Define a set $S_m=\{ (p_1,p_2): p_1,p_2 \in \mathbb{P} \text{ such that } 2m=p_1+p_2\}$. Where $\mathbb{P}$ is the set of primes.
Define a function $f(m)=|S_m|$.
So now we have some machinery in place. $f$ counts the number of ways we can write the double of a number as the sum of two primes. For example $f(7)=3$ because we can write $14$ in $3$ different ways. $14=11+3=7+7=3+11$.
Note that you may decide not to count them in this way but if that's the case you should really specify how you want to count this in your question...
$f(6)=2$, because $12=5+7=7+5$.
$f(8)=4$, because $16= 5+11=11+5= 3+13=13+3$.
So we have $f(6)<f(7)<f(8)$.
Now after we build up some machinery... what's a good way to frame the question?
Something like this?
Maybe let $\operatorname{avg}(n) = \frac{1}{n}\sum^n_{j=1} f(j)$
and let $\operatorname{avg_p}(n) = \frac{1}{\pi(n)}\sum^n_{p \in \mathbb{P}} f(p)$
Where $\pi(n)$ is the number of primes less than $n$.
Then we can ask how these functions compare as $n$ grows?

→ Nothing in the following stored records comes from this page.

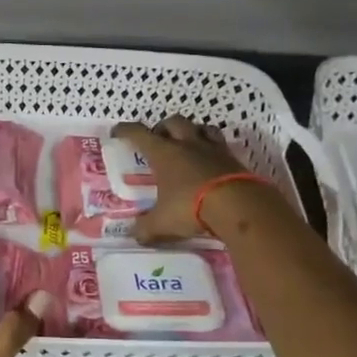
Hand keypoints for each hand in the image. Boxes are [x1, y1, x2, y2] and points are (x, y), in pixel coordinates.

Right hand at [111, 116, 273, 241]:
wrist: (239, 206)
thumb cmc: (191, 207)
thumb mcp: (163, 222)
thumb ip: (146, 228)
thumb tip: (134, 234)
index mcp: (164, 153)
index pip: (139, 133)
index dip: (126, 130)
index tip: (117, 131)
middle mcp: (187, 144)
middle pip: (173, 122)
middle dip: (163, 127)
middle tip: (158, 140)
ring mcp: (213, 149)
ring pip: (201, 127)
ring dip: (192, 131)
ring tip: (188, 144)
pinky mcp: (234, 159)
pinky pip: (221, 145)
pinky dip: (214, 149)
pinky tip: (212, 162)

Anyway... I think that this is one reasonable interpretation of this question but I am just trying to make the point that there are probably many possible interpretations you could ask. You might have to do some thinking about how to formulate this question so there is something to really investigate and not leave so much interpretation up to others...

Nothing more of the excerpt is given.